◆ **Required work**
Copy out each line of the data below in which the string "Українки" appears.

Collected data
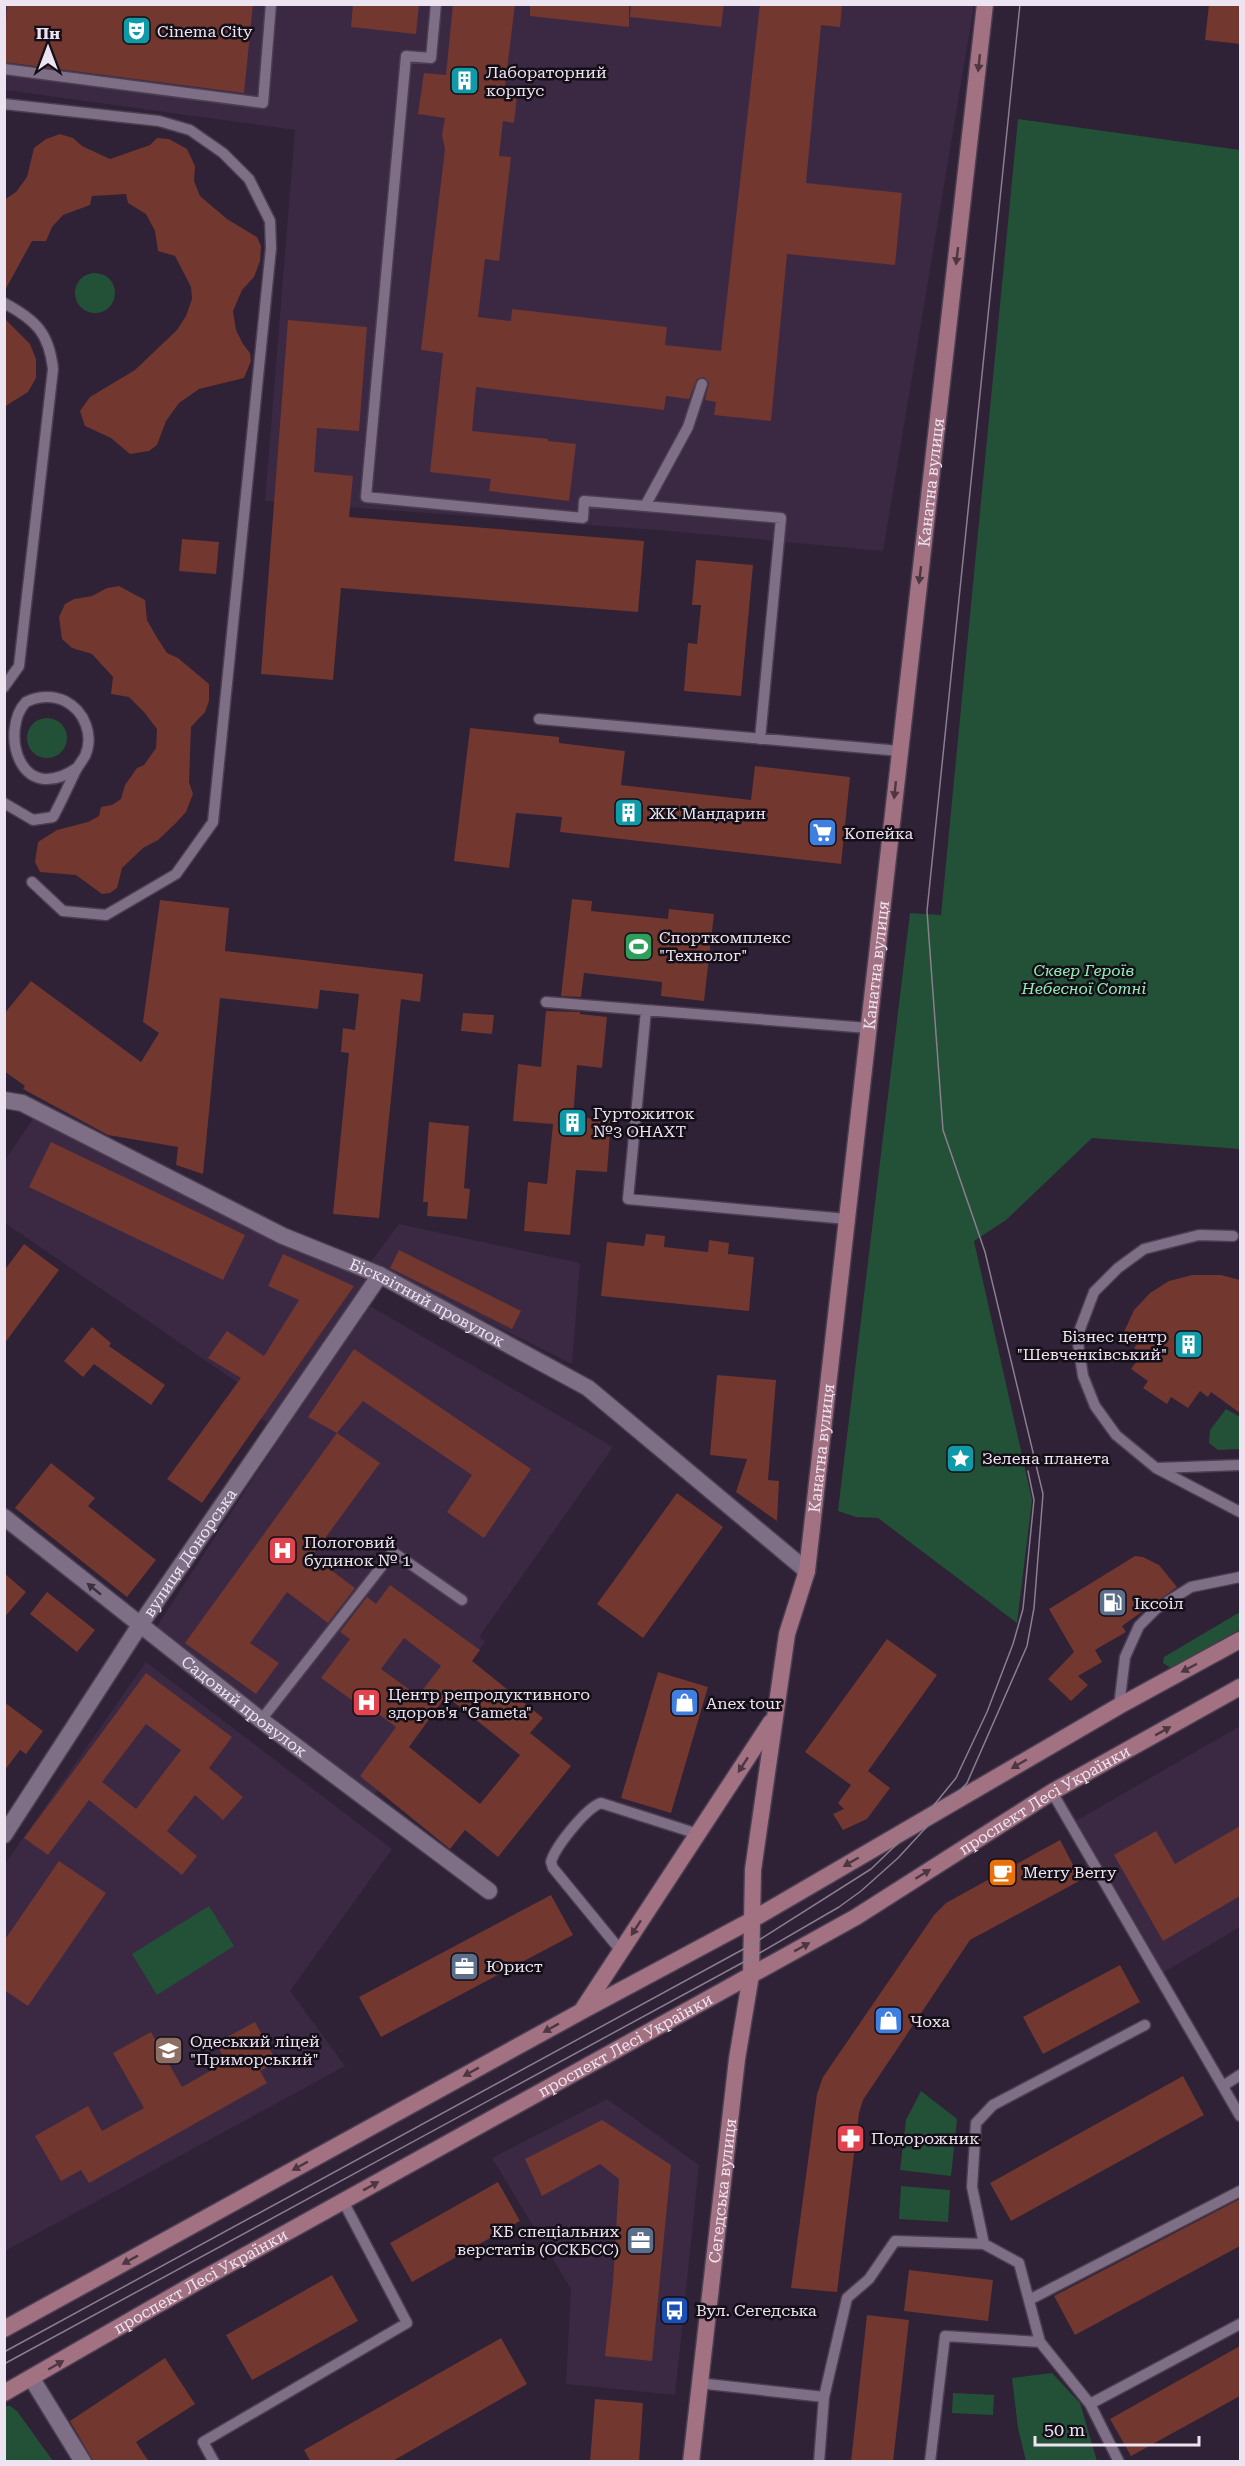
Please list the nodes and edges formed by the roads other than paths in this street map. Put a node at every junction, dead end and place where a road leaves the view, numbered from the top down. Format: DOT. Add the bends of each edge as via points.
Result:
graph roads {
  1 [pos="271,4"];
  2 [pos="436,4"];
  3 [pos="985,4"];
  4 [pos="4,69"];
  5 [pos="4,104"];
  6 [pos="4,303"];
  7 [pos="702,384"];
  8 [pos="645,506"];
  9 [pos="4,687"];
  10 [pos="539,719"];
  11 [pos="760,739"];
  12 [pos="5,740"];
  13 [pos="900,751"];
  14 [pos="77,768"];
  15 [pos="4,803"];
  16 [pos="32,882"];
  17 [pos="546,1002"];
  18 [pos="646,1010"];
  19 [pos="868,1028"];
  20 [pos="4,1100"];
  21 [pos="847,1220"];
  22 [pos="1233,1236"];
  23 [pos="380,1275"];
  24 [pos="1240,1465"];
  25 [pos="1156,1468"];
  26 [pos="1240,1512"];
  27 [pos="4,1517"];
  28 [pos="807,1571"];
  29 [pos="1240,1577"];
  30 [pos="462,1600"];
  31 [pos="140,1625"];
  32 [pos="1240,1640"];
  33 [pos="1240,1687"];
  34 [pos="1119,1706"];
  35 [pos="775,1716"];
  36 [pos="261,1720"];
  37 [pos="1052,1792"];
  38 [pos="4,1834"];
  39 [pos="698,1834"];
  40 [pos="489,1891"];
  41 [pos="750,1921"];
  42 [pos="621,1951"];
  43 [pos="751,1975"];
  44 [pos="582,2010"];
  45 [pos="1145,2025"];
  46 [pos="1240,2075"];
  47 [pos="1223,2086"];
  48 [pos="1240,2116"];
  49 [pos="1240,2191"];
  50 [pos="343,2202"];
  51 [pos="984,2244"];
  52 [pos="1029,2300"];
  53 [pos="1240,2324"];
  54 [pos="4,2329"];
  55 [pos="1040,2342"];
  56 [pos="32,2379"];
  57 [pos="698,2383"];
  58 [pos="4,2393"];
  59 [pos="824,2397"];
  60 [pos="1090,2404"];
  61 [pos="82,2462"];
  62 [pos="214,2462"];
  63 [pos="691,2462"];
  64 [pos="819,2462"];
  65 [pos="930,2462"];
  66 [pos="1119,2462"];
  1 -- 4 [label="lane" via="262,103"];
  2 -- 8 [label="lane" via="431,58 406,56 366,497 583,518 584,501"];
  3 -- 13 [label="main road, Канатна вулиця, one-way"];
  5 -- 16 [label="lane" via="159,121 190,130 223,153 249,179 270,222 271,248 213,822 176,874 106,915 63,911"];
  6 -- 9 [label="lane" via="28,315 42,332 51,350 53,369 19,666"];
  7 -- 8 [label="lane" via="688,427"];
  8 -- 11 [label="lane" via="781,518"];
  10 -- 11 [label="lane"];
  11 -- 13 [label="lane"];
  12 -- 14 [label="lane" via="15,765 37,779 52,780"];
  12 -- 14 [label="lane" via="6,727 21,705 33,699 59,698 72,705 87,728 87,749"];
  13 -- 19 [label="main road, Канатна вулиця, one-way"];
  14 -- 15 [label="lane" via="53,817 33,820"];
  17 -- 18 [label="lane"];
  18 -- 19 [label="lane"];
  18 -- 21 [label="lane" via="628,1199"];
  19 -- 21 [label="main road, Канатна вулиця"];
  20 -- 23 [label="street, Бісквітний провулок" via="22,1103 283,1236"];
  21 -- 28 [label="main road, Канатна вулиця"];
  22 -- 25 [label="lane" via="1199,1235 1144,1249 1094,1292 1077,1336 1083,1376 1095,1406 1116,1436"];
  23 -- 28 [label="street, Бісквітний провулок" via="588,1388"];
  23 -- 31 [label="street, вулиця Донорська"];
  24 -- 25 [label="lane"];
  25 -- 26 [label="lane"];
  31 -- 27 [label="street, Садовий провулок, one-way"];
  28 -- 35 [label="main road, Канатна вулиця" via="788,1634"];
  29 -- 34 [label="lane" via="1191,1587 1156,1609 1139,1626 1125,1657"];
  30 -- 36 [label="lane" via="393,1552"];
  31 -- 36 [label="street, Садовий провулок"];
  31 -- 38 [label="street, вулиця Донорська"];
  32 -- 34 [label="main road, one-way"];
  37 -- 33 [label="main road, проспект Лесі Українки, one-way"];
  34 -- 41 [label="main road, one-way"];
  35 -- 39 [label="main road, one-way"];
  35 -- 41 [label="main road, Канатна вулиця" via="753,1870"];
  36 -- 40 [label="street, Садовий провулок"];
  43 -- 37 [label="main road, проспект Лесі Українки, one-way" via="856,1917"];
  37 -- 47 [label="lane"];
  39 -- 42 [label="main road, one-way"];
  39 -- 42 [label="lane" via="601,1803 590,1809 553,1855 551,1862 557,1873"];
  41 -- 43 [label="main road, Сегедська вулиця"];
  41 -- 44 [label="main road"];
  42 -- 44 [label="main road"];
  50 -- 43 [label="main road, проспект Лесі Українки, one-way"];
  43 -- 57 [label="main road, Сегедська вулиця"];
  44 -- 54 [label="main road, one-way"];
  45 -- 51 [label="lane" via="993,2105 976,2123 972,2187"];
  46 -- 47 [label="lane"];
  47 -- 48 [label="lane"];
  49 -- 52 [label="lane"];
  56 -- 50 [label="main road, проспект Лесі Українки, one-way"];
  50 -- 62 [label="lane" via="407,2323 203,2442"];
  51 -- 52 [label="lane" via="1019,2263"];
  51 -- 59 [label="lane" via="895,2241 869,2279 847,2298"];
  52 -- 55 [label="lane"];
  53 -- 60 [label="lane"];
  55 -- 60 [label="lane"];
  55 -- 65 [label="lane" via="945,2336"];
  56 -- 58 [label="main road, проспект Лесі Українки"];
  56 -- 61 [label="street"];
  57 -- 59 [label="lane"];
  57 -- 63 [label="main road, Сегедська вулиця"];
  59 -- 64 [label="lane"];
  60 -- 66 [label="lane"];
}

◆ **Output**
  37 -- 33 [label="main road, проспект Лесі Українки, one-way"];
  43 -- 37 [label="main road, проспект Лесі Українки, one-way" via="856,1917"];
  50 -- 43 [label="main road, проспект Лесі Українки, one-way"];
  56 -- 50 [label="main road, проспект Лесі Українки, one-way"];
  56 -- 58 [label="main road, проспект Лесі Українки"];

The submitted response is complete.